Dataset entries
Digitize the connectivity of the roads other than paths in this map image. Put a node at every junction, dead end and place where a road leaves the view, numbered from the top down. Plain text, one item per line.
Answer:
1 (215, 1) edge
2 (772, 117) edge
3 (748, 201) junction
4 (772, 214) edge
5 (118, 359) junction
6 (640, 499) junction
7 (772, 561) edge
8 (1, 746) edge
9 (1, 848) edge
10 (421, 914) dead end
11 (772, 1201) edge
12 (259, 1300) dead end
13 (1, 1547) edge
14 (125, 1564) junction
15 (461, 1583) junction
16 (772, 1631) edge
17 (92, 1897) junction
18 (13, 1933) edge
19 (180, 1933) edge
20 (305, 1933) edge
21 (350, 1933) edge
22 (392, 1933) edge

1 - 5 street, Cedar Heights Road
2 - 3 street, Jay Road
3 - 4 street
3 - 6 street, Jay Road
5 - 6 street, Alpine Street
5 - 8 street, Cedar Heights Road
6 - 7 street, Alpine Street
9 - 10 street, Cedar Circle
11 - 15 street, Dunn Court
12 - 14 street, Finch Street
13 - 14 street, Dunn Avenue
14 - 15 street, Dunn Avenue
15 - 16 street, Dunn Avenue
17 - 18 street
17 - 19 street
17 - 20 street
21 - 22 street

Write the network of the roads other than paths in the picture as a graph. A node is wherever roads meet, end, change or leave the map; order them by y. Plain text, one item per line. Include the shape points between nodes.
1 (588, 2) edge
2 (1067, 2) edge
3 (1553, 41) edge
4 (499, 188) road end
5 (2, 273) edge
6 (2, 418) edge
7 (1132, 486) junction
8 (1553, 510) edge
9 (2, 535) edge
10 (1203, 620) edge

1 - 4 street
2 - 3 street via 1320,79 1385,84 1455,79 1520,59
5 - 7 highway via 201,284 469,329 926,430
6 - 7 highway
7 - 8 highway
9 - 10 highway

* [Instructions for the task]
Transcribe the entries exactly.

* [Answer section]
Digitize the connectivity of the roads other than paths in this map image. Put a node at every junction, dead end and place where a road leaves the view, numbered from the top down. Plain text, one item per line.
Answer:
1 (215, 1) edge
2 (772, 117) edge
3 (748, 201) junction
4 (772, 214) edge
5 (118, 359) junction
6 (640, 499) junction
7 (772, 561) edge
8 (1, 746) edge
9 (1, 848) edge
10 (421, 914) dead end
11 (772, 1201) edge
12 (259, 1300) dead end
13 (1, 1547) edge
14 (125, 1564) junction
15 (461, 1583) junction
16 (772, 1631) edge
17 (92, 1897) junction
18 (13, 1933) edge
19 (180, 1933) edge
20 (305, 1933) edge
21 (350, 1933) edge
22 (392, 1933) edge

1 - 5 street, Cedar Heights Road
2 - 3 street, Jay Road
3 - 4 street
3 - 6 street, Jay Road
5 - 6 street, Alpine Street
5 - 8 street, Cedar Heights Road
6 - 7 street, Alpine Street
9 - 10 street, Cedar Circle
11 - 15 street, Dunn Court
12 - 14 street, Finch Street
13 - 14 street, Dunn Avenue
14 - 15 street, Dunn Avenue
15 - 16 street, Dunn Avenue
17 - 18 street
17 - 19 street
17 - 20 street
21 - 22 street

Write the network of the roads other than paths in the picture as a graph. A node is wherever roads meet, end, change or leave the map; order them by y. Plain text, one item per line. Include the shape points between nodes.
1 (588, 2) edge
2 (1067, 2) edge
3 (1553, 41) edge
4 (499, 188) road end
5 (2, 273) edge
6 (2, 418) edge
7 (1132, 486) junction
8 (1553, 510) edge
9 (2, 535) edge
10 (1203, 620) edge

1 - 4 street
2 - 3 street via 1320,79 1385,84 1455,79 1520,59
5 - 7 highway via 201,284 469,329 926,430
6 - 7 highway
7 - 8 highway
9 - 10 highway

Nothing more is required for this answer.